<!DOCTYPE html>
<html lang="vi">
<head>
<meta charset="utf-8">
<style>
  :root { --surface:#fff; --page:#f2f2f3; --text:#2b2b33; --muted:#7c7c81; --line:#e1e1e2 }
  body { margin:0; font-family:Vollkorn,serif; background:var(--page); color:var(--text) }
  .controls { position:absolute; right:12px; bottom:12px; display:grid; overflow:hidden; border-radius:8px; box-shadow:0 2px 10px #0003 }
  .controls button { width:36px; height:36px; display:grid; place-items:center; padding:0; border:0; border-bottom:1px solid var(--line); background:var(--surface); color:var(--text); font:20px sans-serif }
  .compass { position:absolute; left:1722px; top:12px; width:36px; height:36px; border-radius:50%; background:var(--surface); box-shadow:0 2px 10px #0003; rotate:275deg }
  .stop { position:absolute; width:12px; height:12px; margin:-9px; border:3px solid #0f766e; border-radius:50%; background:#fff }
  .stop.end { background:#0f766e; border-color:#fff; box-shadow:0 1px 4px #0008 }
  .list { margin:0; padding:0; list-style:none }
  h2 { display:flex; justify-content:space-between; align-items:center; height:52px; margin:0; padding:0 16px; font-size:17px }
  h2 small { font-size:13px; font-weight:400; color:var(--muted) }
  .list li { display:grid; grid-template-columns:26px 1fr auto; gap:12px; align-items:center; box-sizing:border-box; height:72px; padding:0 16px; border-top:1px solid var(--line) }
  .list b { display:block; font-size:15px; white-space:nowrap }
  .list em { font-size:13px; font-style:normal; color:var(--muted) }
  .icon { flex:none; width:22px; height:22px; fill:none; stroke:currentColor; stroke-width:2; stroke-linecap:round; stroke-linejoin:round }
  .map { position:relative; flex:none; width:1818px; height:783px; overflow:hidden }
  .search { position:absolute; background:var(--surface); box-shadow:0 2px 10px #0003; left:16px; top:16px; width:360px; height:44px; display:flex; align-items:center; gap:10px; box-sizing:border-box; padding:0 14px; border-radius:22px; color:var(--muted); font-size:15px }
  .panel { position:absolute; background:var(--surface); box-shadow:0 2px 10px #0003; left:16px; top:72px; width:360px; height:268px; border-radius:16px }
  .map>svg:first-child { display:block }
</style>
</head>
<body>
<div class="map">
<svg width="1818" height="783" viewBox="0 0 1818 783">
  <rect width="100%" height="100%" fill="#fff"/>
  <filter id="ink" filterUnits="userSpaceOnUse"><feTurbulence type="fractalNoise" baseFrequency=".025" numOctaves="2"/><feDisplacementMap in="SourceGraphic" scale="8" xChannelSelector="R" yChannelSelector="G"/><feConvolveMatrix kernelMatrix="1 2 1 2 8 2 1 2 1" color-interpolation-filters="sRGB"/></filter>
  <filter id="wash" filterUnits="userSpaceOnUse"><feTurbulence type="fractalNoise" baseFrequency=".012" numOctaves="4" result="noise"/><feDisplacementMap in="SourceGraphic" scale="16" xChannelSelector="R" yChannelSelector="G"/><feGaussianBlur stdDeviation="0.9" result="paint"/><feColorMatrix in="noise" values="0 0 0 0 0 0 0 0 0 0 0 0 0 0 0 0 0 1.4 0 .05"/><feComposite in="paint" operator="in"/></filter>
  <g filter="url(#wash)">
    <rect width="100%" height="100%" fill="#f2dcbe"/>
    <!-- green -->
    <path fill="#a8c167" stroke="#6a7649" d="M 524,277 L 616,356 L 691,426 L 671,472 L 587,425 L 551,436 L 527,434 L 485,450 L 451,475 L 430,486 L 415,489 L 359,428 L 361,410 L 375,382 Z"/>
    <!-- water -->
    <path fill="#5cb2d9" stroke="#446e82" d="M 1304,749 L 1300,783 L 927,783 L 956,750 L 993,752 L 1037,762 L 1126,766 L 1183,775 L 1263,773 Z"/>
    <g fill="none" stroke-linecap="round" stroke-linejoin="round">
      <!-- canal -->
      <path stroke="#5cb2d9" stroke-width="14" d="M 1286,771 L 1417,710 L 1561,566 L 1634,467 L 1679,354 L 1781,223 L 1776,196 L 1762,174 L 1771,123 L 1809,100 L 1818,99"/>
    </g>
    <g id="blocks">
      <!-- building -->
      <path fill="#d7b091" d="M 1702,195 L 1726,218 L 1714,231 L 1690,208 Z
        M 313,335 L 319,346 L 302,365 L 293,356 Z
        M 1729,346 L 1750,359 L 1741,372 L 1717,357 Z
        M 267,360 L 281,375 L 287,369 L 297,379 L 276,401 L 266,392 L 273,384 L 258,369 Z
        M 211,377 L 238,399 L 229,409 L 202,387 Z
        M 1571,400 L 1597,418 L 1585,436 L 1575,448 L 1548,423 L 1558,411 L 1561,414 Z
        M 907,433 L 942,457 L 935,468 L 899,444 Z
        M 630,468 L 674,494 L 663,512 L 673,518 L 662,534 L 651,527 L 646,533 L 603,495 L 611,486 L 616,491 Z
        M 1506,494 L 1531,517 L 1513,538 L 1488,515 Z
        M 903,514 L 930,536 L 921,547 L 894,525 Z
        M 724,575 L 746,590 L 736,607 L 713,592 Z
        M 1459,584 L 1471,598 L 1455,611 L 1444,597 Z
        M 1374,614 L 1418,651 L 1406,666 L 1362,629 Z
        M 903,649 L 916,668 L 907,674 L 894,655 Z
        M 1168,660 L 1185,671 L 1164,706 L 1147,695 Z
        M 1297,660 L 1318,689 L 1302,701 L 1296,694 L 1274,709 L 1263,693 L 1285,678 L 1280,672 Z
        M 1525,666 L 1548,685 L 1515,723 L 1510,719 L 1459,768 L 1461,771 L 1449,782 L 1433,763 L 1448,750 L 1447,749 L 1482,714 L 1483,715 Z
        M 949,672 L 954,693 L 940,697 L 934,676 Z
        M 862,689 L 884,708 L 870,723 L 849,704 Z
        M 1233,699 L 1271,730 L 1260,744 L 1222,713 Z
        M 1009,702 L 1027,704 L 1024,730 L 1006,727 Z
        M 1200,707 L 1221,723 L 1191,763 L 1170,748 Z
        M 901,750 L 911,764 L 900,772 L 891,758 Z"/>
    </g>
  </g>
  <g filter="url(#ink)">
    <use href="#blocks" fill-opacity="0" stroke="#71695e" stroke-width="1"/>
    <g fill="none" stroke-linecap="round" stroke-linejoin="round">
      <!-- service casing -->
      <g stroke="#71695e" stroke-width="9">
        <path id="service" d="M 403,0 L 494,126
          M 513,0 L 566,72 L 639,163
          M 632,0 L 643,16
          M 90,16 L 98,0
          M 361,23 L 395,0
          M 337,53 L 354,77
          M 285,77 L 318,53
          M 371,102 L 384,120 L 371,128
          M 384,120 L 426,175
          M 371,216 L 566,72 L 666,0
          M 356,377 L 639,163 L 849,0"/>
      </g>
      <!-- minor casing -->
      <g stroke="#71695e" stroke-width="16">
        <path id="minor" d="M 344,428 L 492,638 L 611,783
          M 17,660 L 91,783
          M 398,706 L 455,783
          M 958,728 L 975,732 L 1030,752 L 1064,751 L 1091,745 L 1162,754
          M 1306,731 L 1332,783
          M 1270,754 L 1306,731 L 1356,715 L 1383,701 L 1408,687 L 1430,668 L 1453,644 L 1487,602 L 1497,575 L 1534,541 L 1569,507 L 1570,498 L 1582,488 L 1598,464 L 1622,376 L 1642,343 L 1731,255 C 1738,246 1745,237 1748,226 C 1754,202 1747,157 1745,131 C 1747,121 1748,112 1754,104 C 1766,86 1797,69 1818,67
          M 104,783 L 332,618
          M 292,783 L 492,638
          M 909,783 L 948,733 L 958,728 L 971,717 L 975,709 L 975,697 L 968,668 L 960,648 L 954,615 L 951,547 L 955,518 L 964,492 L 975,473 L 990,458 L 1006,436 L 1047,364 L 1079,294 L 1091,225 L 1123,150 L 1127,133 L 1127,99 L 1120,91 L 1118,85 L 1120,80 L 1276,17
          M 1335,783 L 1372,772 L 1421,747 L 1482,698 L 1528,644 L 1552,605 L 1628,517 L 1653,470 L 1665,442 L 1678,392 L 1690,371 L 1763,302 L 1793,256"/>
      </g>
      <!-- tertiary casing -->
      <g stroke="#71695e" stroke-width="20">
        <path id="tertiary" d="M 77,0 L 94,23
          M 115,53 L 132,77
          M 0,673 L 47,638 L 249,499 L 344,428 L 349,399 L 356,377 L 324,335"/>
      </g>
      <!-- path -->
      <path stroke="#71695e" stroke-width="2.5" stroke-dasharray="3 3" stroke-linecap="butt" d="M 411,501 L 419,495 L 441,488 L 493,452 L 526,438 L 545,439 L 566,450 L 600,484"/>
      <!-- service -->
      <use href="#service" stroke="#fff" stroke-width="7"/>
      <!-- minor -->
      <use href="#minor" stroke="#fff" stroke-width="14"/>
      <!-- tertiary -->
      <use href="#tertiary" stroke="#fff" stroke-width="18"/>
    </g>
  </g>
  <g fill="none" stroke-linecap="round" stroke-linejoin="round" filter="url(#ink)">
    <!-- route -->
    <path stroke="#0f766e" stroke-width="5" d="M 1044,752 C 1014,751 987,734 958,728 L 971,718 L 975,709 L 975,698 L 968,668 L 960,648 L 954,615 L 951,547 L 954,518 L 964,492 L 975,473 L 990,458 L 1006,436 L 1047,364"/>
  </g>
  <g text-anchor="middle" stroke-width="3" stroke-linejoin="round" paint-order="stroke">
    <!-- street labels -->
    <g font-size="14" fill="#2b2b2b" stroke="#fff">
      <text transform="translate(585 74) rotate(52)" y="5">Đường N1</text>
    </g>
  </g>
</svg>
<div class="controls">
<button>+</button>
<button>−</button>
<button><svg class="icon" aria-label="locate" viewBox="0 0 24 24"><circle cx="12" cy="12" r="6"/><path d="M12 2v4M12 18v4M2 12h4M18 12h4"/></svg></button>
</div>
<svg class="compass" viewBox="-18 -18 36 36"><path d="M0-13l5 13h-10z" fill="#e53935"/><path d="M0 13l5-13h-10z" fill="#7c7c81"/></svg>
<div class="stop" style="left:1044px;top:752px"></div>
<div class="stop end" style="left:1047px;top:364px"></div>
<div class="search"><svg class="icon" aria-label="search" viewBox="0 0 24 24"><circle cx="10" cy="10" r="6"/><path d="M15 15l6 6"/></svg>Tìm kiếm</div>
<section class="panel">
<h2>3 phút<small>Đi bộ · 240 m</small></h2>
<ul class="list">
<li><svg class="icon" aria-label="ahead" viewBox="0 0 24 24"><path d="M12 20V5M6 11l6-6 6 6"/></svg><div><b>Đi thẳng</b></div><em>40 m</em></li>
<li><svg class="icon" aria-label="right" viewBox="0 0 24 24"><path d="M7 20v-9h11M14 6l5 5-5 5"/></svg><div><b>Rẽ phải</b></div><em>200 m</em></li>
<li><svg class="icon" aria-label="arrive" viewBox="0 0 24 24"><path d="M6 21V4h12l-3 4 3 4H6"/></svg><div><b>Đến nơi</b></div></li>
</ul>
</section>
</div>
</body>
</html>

**********

GOAL OF THE EXERCISE:
Wherever the word "controls" occurs in the data, copy that whole line.

RESPONSE:
  .controls { position:absolute; right:12px; bottom:12px; display:grid; overflow:hidden; border-radius:8px; box-shadow:0 2px 10px #0003 }
  .controls button { width:36px; height:36px; display:grid; place-items:center; padding:0; border:0; border-bottom:1px solid var(--line); background:var(--surface); color:var(--text); font:20px sans-serif }
<div class="controls">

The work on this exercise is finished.